What’s notable, perhaps, is that Zuckerberg barely acknowledges the metaverse at all in his open letter, aside from affirming that it’s a “long-term vision”. Certainly, there is little sign here that ye olde Meta ship — under Zuckerberg’s stewardship — will be changing course any time soon. He did say redundancies will impact employees at “Family of Apps” (i.e. Facebook, Instagram, and WhatsApp) as well as Reality Labs, the VR and AR unit pushing its metaverse mission, but it’s not clear which divisions will be hit most: “some teams will be affected more than others,” Zuckerberg stated.
However, in a separate SEC filing accompanying today’s announcement, Meta said that it expected Reality Labs’ operating losses in 2023 to “grow significantly year-over-year,” a sign, perhaps, that Meta is going full-throttle on the metaverse.
Multiple factors
In truth, a combination of factors have contributed to Meta’s decline. Apple’s App Tracking Transparency (ATT) framework, which rolled out last year, has hit Meta’s advertising revenue as the company predicted it would, with Apple’s own ads business benefiting as a result. And the rise of relative newcomers such as TikTok has also impacted where advertisers choose to spend their money.

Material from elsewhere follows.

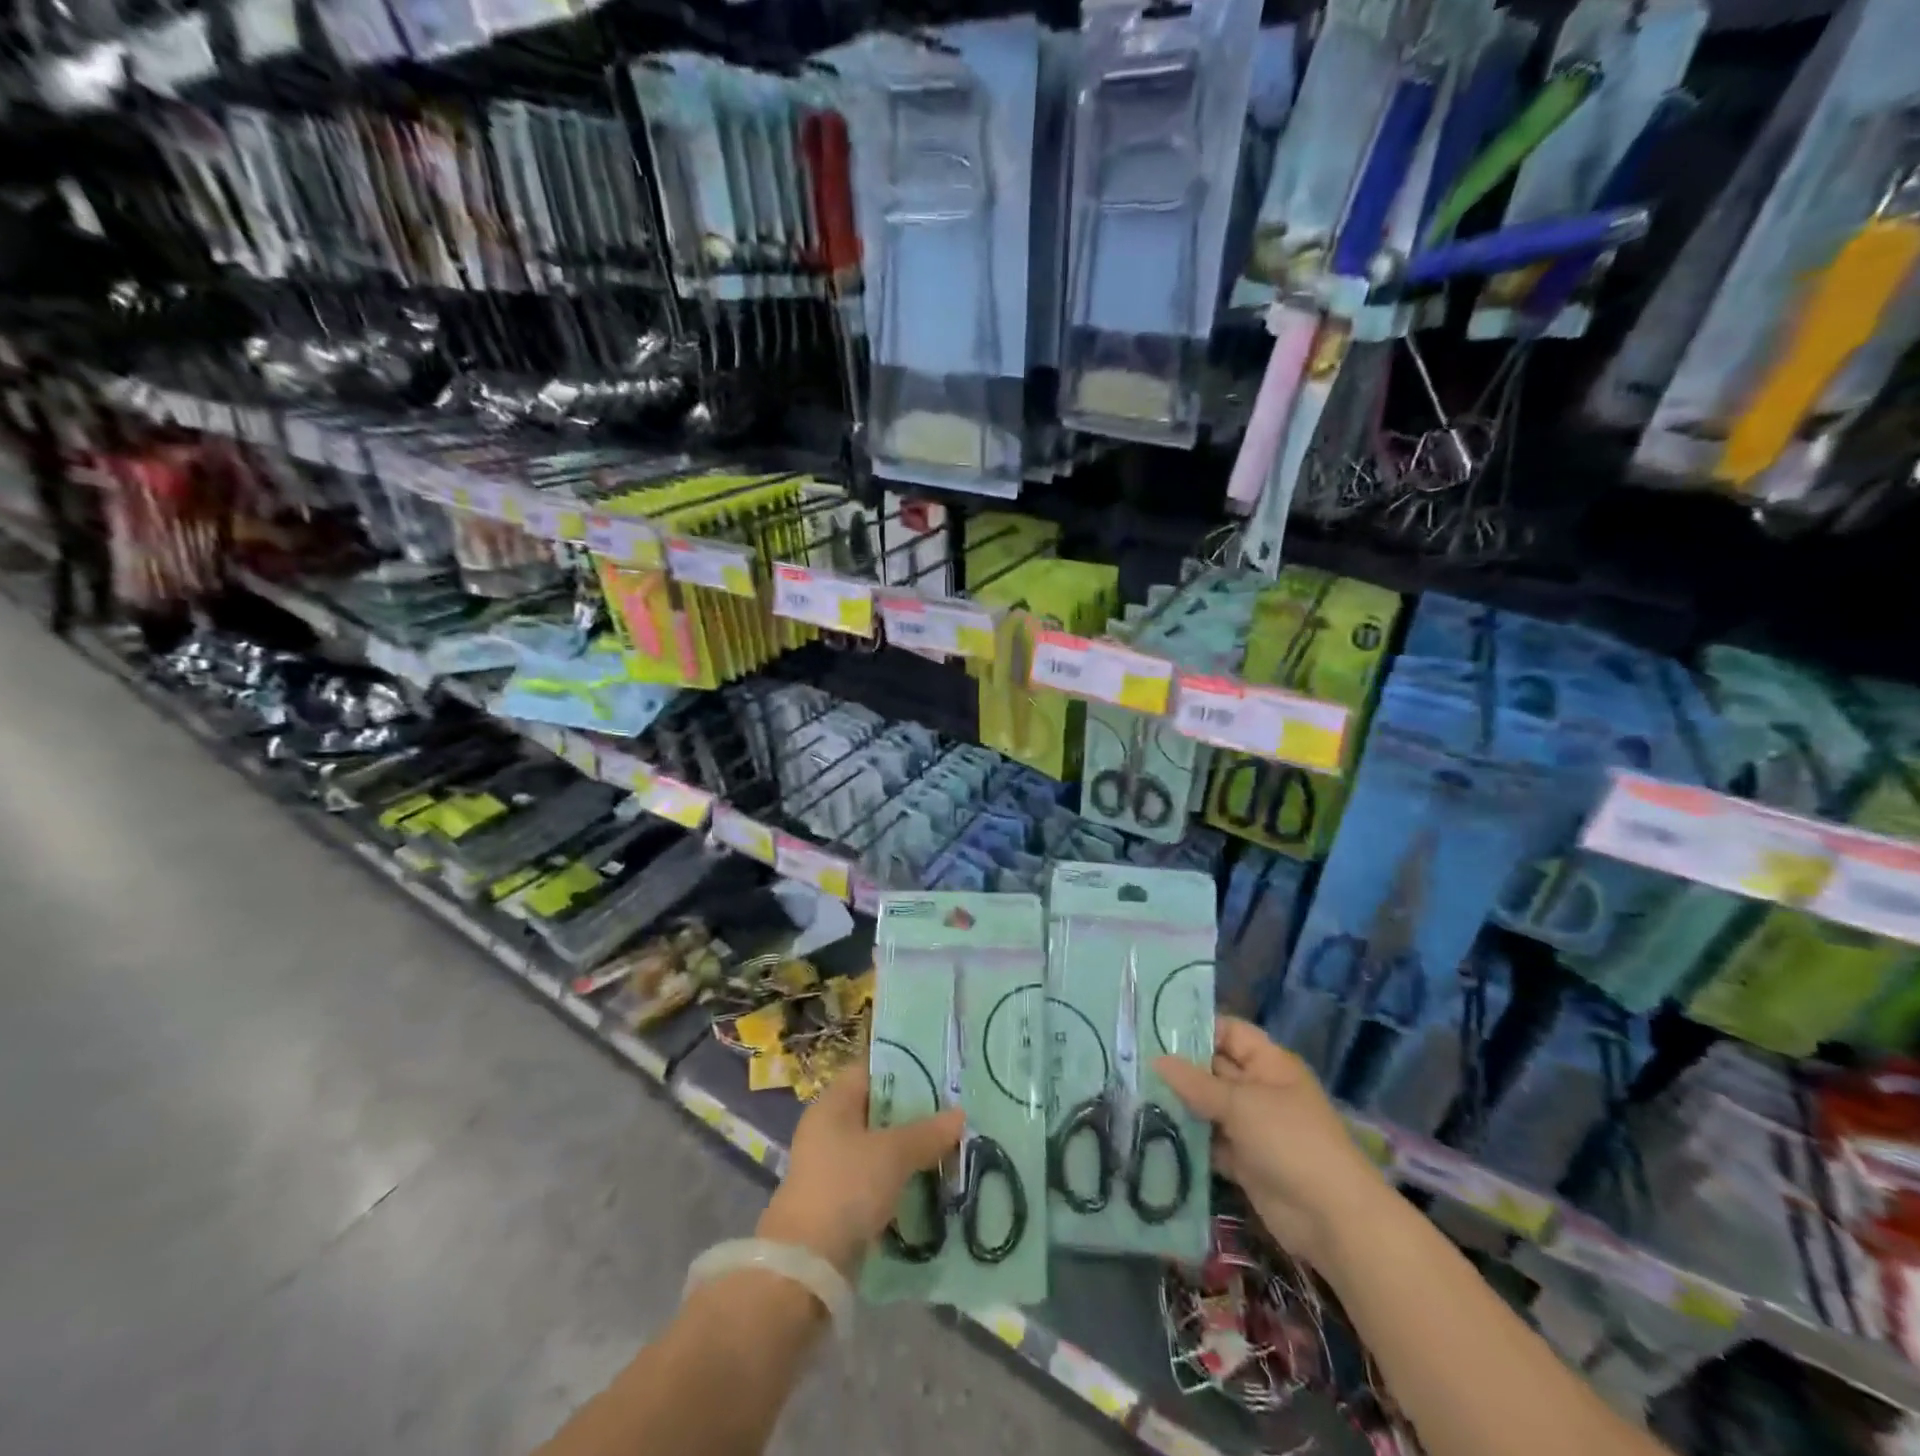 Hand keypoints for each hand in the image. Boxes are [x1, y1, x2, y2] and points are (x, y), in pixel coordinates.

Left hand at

But the elephant in the room here is the impact of the so-called Great Reset, a phenomenon we’ve seen in countless other places where companies that went in way too deep off the back of a pandemic-driven surge in revenues were brought back down to Earth with a jolt when the boom subsided. And this is precisely where Mark Zuckerberg says Meta went wrong too, compounded by the broader economic downturn.
“At the start of Covid, the world rapidly moved online and the surge of ecommerce led to outsized revenue growth,” Zuckerberg wrote. “Many people predicted this would be a permanent acceleration that would continue even after the pandemic ended. I did too, so I made the decision to significantly increase our investments. Unfortunately, this did not play out the way I expected. Not only has online commerce returned to prior trends, but the macroeconomic downturn, increased competition, and ads signal loss have caused our revenue to be much lower than I’d expected. I got this wrong, and I take responsibility for that.”
Other changes
Layoffs aside, Meta also said that it’s reviewing its infrastructure spending to optimize its capacity efficiency, while it’s looking to “shrink its real estate footprint,” which will involve more desk-sharing for those who only visit an office occasionally. Moreover, its current hiring freeze will extend into early 2023, with only a “small number of exceptions.”
“I’m going to watch our business performance, operational efficiency, and other macroeconomic factors to determine whether and how much we should resume hiring at that point,” Zuckerberg wrote. “This will give us the ability to control our cost structure in the event of a continued economic downturn. It will also put us on a path to achieve a more efficient cost structure than we outlined to investors recently.”